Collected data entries
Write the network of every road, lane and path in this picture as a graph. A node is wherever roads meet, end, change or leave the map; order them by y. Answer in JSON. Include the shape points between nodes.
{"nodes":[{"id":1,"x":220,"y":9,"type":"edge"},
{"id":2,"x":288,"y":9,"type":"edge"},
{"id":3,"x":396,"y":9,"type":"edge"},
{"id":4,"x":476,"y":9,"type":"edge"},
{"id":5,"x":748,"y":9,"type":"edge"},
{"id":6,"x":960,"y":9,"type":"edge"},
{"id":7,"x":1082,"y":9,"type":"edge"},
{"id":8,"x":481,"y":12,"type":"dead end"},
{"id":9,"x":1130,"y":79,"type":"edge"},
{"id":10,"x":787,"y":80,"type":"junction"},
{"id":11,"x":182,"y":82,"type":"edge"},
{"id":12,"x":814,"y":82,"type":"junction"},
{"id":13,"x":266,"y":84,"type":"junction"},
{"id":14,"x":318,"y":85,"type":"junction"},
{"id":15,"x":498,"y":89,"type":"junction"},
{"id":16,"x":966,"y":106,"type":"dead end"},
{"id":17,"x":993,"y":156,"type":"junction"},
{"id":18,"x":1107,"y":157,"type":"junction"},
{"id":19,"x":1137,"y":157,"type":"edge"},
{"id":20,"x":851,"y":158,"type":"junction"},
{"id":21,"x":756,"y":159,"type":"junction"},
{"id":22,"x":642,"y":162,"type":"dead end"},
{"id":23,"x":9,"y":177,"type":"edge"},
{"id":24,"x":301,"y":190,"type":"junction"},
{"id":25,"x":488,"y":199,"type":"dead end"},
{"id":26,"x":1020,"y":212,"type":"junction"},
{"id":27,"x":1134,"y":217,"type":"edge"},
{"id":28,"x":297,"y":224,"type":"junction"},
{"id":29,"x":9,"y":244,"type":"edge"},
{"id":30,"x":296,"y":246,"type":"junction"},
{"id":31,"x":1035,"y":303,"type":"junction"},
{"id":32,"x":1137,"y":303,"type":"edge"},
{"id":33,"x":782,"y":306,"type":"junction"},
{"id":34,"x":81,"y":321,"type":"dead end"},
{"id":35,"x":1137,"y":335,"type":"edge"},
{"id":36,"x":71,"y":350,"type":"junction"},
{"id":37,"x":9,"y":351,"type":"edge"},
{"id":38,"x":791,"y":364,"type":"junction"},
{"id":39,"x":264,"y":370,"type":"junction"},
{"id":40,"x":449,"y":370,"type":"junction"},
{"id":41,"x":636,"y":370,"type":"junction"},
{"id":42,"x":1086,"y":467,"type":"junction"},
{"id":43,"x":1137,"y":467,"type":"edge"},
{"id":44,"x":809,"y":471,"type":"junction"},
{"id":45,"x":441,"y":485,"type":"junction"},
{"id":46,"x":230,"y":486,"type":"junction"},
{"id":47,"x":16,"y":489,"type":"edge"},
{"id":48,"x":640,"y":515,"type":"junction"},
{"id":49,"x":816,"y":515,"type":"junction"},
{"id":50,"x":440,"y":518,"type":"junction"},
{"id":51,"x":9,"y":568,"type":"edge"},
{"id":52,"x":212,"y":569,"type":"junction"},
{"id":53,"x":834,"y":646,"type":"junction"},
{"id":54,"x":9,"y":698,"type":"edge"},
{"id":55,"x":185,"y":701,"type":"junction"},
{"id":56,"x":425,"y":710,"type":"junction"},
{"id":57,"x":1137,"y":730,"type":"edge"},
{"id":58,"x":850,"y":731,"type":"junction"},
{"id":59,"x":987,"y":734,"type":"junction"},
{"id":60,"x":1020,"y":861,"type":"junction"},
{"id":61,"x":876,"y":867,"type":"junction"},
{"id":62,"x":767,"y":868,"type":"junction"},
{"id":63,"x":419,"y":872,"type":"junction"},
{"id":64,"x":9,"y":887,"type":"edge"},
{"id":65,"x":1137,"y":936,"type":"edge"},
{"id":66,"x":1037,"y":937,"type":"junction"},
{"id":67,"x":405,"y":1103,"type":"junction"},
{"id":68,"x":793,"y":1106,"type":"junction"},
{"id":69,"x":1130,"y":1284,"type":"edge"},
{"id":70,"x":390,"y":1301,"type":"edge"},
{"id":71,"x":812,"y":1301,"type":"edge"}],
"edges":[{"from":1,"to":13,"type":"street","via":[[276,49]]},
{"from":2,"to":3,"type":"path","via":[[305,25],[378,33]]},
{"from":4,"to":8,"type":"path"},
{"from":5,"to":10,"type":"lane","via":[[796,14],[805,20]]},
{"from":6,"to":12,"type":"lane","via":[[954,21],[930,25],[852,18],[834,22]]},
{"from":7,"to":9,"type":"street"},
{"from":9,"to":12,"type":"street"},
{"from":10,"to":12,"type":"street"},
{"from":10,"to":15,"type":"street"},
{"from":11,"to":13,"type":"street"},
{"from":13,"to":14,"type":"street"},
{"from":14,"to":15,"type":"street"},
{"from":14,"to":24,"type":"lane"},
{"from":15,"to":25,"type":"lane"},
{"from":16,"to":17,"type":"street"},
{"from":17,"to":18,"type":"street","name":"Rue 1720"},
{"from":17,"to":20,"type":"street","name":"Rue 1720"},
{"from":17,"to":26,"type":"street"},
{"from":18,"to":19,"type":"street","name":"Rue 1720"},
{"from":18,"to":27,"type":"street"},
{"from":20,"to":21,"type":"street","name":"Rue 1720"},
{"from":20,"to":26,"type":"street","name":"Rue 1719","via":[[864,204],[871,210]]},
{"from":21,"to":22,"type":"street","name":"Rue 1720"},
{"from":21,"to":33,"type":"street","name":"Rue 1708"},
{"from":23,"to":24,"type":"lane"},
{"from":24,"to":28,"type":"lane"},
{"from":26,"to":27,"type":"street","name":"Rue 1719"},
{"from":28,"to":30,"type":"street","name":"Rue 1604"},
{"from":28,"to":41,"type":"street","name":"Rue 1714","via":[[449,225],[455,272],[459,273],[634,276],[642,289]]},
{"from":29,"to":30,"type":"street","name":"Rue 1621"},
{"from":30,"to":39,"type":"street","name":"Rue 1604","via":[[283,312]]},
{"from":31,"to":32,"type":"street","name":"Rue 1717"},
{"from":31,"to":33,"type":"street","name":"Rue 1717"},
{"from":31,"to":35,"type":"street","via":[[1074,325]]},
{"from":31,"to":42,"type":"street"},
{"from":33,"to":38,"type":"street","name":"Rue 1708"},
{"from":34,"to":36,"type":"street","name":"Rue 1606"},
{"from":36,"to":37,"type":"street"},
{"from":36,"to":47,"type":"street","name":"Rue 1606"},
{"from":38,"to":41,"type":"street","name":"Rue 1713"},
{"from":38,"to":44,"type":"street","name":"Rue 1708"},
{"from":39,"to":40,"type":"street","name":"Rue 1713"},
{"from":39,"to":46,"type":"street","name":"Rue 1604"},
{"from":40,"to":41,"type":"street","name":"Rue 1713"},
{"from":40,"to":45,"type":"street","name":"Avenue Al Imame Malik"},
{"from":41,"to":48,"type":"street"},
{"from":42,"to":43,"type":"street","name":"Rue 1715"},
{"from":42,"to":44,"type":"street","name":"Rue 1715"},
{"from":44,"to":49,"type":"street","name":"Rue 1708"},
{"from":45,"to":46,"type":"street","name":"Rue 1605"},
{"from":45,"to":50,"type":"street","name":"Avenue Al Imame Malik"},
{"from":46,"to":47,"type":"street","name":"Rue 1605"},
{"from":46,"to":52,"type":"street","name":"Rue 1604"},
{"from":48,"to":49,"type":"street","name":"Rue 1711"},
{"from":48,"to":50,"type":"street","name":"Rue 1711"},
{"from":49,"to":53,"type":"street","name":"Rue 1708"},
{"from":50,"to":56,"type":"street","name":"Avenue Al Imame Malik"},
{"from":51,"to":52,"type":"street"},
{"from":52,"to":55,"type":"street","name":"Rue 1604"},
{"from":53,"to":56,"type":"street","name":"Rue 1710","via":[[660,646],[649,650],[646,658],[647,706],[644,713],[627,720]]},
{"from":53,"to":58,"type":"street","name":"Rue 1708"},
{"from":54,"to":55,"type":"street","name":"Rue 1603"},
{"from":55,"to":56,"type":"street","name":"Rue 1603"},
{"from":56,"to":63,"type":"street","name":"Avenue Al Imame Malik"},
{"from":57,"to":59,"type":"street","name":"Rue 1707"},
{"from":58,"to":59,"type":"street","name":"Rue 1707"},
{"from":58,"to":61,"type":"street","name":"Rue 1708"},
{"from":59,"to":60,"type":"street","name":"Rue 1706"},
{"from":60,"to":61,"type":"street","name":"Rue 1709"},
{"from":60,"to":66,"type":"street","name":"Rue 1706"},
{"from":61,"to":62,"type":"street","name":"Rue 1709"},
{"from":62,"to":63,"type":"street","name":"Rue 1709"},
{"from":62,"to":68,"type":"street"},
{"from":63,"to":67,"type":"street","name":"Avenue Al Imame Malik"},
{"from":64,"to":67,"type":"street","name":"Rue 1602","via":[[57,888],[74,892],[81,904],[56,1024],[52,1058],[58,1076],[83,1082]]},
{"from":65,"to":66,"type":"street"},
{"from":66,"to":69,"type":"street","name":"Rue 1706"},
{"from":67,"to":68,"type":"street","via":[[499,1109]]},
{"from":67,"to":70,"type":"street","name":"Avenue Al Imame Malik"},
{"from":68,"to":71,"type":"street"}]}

* Exercise brief
The answer must be every line of the records above that holds the word "Avenue".

* Solution for this problem
{"from":40,"to":45,"type":"street","name":"Avenue Al Imame Malik"},
{"from":45,"to":50,"type":"street","name":"Avenue Al Imame Malik"},
{"from":50,"to":56,"type":"street","name":"Avenue Al Imame Malik"},
{"from":56,"to":63,"type":"street","name":"Avenue Al Imame Malik"},
{"from":63,"to":67,"type":"street","name":"Avenue Al Imame Malik"},
{"from":67,"to":70,"type":"street","name":"Avenue Al Imame Malik"},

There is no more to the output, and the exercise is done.